Don't fight back! If you just lie down and let yourself be conquered and subjugated, all will be well. That's essentially the message here. And the views expressed here are by no means unique to the Arabs; they are quite common in the U.S. also. Rashwan's statement, "Al-Qaeda has changed from a medium-sized group to a big network; it has become a franchise and a model for potential self-recruiting terrorists," is absurd on numerous ways. For one thing, the group already demonstrated in the 1990s a capacity to attack on an international level. But even worse is the idea that the U.S. response to 9/11, being responsible for a buildup, is therefore wrong in itself. Certainly, as we have often argued here, it has not been pursued as it should have, but the answer is decidedly not to make no response at all. Imagine an article in 1943 tut-tutting that the U.S. response to Pearl Harbor had led to the Japanese Navy growing from a medium-sized to a large force.

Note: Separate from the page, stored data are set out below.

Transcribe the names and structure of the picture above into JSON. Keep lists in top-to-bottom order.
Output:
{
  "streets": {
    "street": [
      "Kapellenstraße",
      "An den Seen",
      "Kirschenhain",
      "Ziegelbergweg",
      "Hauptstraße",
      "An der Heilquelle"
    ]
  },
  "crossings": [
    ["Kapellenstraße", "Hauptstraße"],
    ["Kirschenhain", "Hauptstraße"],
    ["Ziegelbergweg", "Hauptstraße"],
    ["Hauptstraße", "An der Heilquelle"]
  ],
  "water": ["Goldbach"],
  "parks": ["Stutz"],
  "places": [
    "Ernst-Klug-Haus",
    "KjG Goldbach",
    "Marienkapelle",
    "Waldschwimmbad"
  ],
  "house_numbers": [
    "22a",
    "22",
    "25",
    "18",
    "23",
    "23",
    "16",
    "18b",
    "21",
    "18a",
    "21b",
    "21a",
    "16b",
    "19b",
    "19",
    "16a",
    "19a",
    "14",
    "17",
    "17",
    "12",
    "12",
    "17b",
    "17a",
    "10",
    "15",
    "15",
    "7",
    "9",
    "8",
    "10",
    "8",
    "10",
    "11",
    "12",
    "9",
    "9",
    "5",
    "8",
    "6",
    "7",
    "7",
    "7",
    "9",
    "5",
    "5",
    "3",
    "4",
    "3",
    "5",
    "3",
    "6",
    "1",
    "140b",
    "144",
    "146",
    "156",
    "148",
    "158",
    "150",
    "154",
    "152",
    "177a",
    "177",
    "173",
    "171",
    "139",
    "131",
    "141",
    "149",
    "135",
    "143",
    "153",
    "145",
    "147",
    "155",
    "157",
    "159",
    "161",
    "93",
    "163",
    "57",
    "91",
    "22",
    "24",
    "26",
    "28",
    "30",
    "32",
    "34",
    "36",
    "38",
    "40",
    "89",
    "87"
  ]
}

By Samia Hosny for DPA (thanks to all who sent this in):
Cairo - Some six years after the September 11 terrorist attacks in New York and Washington, many in the Arab world say the US-led "war on terror" is spurring terrorism everywhere and that the world is less safe as a result.
The resurgence of al-Qaeda is blamed by many Arabs on the United States, with recent foiled bomb plots in Germany, deadly terror attacks in Algeria, the latest video release by Osama bin Laden as well as the undiminishing daily violence in Iraq and Afghanistan winning yet more converts to this viewpoint.
"The world is much worse than it was before the war on terror," said Egyptian terrorism expert Dia Rashwan. The US-led campaign "created two main hotbeds for terrorism: Iraq and Afghanistan," Rashwan says.
According to Rashwan, the war on terror has given the al-Qaeda network and its ideological brethren ammunition to legitimize their terror ideology and continue their media campaign for the hearts of Muslim youths.
"Al-Qaeda has changed from a medium-sized group to a big network; it has become a franchise and a model for potential self-recruiting terrorists," Rashwan says.
The apparent failure of US strategy in Iraq combined with a comeback of the Taliban in Afghanistan are creating a general feeling of "schadenfreude" in the Arab world.